Transcript
00:00 Similar to concurrency, disabling test isolation is a small change with huge impact, but not without its price. To opt out from the default test isolation, and stop VTEST from spawning worker for each test file, go to your VTEST config, and in the test object, set the property isolate to false. Now, let's see what kind of impact it has on our tests.
00:19 So let's run them with npm test, and you can see that we went from 7 seconds to 600 milliseconds. This is a huge performance boost, but let's not forget that it's not free. In fact, let's take a look at what actually changes once we set isolate to false. So with this change, instead of running in its own isolated environment, every test file
00:39 will now run in the same process, sharing that environment. Because of this, it makes much easier to introduce shared state between test cases, which will result in flakiness. And this is another reminder for you that similar to concurrency, disabling test isolation doesn't solve any problems, it changes how VTEST runs your tests.

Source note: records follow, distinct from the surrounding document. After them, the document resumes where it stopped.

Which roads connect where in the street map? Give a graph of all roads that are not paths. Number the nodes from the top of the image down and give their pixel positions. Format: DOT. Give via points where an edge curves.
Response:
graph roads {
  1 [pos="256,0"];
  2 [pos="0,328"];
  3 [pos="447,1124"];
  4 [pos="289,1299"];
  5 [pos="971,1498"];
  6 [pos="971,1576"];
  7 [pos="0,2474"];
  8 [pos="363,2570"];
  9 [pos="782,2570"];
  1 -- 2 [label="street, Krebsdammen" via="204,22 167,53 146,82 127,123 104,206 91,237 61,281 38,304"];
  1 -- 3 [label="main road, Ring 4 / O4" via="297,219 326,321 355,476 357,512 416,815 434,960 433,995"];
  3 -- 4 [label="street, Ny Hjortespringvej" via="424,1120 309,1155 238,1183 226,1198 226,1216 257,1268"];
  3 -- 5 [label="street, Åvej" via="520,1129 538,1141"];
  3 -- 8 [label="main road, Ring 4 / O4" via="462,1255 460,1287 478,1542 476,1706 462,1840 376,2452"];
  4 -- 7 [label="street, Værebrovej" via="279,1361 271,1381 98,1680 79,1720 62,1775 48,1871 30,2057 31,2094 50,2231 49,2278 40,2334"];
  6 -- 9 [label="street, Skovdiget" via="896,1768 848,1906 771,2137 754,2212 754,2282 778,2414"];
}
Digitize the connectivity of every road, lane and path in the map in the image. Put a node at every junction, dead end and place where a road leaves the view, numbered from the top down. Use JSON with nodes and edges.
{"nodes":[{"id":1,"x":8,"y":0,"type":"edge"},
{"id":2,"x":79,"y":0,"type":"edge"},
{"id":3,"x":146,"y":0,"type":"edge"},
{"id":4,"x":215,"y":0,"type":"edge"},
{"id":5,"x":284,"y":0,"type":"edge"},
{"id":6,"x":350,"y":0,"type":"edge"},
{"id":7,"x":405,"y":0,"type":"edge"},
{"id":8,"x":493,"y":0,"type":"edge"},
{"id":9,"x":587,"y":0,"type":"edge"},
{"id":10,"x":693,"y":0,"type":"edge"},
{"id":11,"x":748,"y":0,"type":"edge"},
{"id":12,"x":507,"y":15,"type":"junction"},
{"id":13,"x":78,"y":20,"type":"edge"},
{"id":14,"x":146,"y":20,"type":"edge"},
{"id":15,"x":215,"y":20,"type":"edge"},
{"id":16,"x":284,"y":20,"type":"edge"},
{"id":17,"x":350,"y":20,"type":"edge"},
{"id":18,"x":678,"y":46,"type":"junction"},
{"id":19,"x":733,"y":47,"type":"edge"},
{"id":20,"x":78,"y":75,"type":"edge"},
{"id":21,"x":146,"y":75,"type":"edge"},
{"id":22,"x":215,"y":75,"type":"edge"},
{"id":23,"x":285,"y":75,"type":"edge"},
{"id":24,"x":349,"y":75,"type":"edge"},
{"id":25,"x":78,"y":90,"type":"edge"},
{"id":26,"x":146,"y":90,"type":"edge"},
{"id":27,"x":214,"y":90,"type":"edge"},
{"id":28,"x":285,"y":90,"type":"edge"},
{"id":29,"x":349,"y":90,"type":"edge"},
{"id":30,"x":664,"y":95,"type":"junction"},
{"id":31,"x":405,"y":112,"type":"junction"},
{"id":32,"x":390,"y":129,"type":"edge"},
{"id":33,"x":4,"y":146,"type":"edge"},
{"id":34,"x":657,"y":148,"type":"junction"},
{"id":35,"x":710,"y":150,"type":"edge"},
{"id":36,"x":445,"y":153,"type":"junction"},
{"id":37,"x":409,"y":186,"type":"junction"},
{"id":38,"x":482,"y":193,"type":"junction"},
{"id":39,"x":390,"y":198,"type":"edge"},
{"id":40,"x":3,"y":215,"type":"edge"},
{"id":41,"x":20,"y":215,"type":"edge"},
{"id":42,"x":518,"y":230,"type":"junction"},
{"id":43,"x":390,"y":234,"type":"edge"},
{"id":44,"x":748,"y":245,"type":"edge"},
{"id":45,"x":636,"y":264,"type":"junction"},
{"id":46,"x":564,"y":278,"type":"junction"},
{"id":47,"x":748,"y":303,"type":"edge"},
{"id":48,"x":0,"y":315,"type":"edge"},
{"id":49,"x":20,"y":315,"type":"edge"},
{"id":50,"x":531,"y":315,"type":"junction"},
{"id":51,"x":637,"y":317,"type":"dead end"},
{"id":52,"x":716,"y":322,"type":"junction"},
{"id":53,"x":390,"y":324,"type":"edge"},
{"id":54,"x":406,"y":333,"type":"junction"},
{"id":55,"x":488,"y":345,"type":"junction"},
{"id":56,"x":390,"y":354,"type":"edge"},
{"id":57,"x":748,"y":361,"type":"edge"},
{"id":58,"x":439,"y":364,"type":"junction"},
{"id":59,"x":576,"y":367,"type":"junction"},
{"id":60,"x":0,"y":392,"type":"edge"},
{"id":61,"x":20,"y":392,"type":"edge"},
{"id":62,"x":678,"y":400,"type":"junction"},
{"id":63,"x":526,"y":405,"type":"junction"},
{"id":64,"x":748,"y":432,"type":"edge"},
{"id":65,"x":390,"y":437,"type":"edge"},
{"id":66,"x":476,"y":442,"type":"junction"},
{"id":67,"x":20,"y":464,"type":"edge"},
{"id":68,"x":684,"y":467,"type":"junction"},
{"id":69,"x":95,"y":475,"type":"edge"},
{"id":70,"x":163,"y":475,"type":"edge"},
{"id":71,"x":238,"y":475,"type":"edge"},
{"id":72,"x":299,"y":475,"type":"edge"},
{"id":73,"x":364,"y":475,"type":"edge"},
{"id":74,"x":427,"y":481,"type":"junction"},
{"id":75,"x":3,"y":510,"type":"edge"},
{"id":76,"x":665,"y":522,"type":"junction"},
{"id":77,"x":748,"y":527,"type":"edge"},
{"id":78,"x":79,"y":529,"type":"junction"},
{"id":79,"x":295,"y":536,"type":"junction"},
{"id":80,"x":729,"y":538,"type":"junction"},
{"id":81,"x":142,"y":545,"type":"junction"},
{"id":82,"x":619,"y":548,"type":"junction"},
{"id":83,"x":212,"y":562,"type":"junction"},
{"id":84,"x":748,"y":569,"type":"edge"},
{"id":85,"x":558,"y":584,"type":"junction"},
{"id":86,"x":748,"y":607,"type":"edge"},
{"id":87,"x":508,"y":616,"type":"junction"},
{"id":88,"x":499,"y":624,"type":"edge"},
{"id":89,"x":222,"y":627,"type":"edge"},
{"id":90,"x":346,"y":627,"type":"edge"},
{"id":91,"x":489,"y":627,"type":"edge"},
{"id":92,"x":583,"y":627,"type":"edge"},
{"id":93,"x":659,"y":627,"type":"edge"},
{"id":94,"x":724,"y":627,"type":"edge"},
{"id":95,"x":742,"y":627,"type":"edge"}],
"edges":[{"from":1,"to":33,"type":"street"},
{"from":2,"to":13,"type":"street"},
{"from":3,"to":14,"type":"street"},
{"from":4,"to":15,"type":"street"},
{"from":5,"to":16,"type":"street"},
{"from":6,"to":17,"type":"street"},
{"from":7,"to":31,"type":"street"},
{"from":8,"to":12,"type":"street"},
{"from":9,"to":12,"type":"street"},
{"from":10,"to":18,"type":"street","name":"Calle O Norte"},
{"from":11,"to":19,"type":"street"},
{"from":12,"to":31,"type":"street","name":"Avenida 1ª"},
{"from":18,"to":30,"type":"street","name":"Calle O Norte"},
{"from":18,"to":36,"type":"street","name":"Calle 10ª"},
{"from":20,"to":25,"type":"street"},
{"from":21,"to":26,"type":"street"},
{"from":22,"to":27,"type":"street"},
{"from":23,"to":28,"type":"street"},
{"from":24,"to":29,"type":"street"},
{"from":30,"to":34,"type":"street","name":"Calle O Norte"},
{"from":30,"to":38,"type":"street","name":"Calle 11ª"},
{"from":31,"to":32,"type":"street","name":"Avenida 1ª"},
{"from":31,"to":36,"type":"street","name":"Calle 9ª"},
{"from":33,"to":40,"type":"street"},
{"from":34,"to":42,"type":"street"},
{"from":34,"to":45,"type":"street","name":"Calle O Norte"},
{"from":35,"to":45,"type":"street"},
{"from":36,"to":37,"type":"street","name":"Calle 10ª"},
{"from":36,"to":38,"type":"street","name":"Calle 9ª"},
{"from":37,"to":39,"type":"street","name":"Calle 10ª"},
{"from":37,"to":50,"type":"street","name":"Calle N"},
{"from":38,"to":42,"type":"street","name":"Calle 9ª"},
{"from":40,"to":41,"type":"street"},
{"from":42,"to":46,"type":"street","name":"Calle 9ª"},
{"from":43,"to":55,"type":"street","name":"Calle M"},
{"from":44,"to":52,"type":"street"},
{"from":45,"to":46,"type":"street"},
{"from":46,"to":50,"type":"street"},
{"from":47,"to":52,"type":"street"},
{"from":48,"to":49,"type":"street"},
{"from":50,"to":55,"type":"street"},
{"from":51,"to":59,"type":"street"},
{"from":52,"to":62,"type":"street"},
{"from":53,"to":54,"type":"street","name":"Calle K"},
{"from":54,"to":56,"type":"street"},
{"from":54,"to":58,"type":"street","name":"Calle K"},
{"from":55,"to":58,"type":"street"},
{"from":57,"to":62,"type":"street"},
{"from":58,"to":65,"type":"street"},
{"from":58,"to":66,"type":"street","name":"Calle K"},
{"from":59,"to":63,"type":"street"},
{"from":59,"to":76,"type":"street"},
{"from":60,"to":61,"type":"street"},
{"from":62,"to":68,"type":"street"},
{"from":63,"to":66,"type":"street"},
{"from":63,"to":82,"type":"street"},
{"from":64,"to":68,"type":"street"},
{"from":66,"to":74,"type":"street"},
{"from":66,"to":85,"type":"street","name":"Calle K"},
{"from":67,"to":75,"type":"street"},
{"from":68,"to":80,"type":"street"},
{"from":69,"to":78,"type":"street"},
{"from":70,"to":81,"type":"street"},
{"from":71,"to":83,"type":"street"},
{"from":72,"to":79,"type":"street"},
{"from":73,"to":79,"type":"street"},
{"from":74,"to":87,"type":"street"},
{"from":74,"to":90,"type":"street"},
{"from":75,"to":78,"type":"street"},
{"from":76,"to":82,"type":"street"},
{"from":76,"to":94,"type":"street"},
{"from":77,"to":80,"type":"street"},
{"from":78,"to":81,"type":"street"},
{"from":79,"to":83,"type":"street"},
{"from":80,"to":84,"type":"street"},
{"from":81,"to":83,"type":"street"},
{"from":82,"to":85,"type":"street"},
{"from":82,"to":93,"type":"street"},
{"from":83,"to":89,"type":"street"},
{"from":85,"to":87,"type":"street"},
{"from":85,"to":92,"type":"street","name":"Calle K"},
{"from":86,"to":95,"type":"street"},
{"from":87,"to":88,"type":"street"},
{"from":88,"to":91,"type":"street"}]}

00:56 Keep in mind that by setting the isolate property to false, you're affecting your entire test run. But that doesn't mean you cannot opt out from this default incrementally. In fact, you can leverage the projects or workspaces feature in VTEST to create a new test project that will only target a subset of your tests, and you can disable the test isolation there, just for those tests.
01:15 It will make it easier to introduce this into your test suite, or maybe apply this only to the tests that will benefit the most out of it. You can make your tests concurrent, and you can turn off the isolation, but you don't have to. Basically, you are the best judge whether that's needed. So play with those options and see how they affect your tests, and also what kind of issues they help surface.
01:34 And I know these changes require a lot of effort, but I firmly believe that every right decision, no matter how hard, makes the next right decision much easier.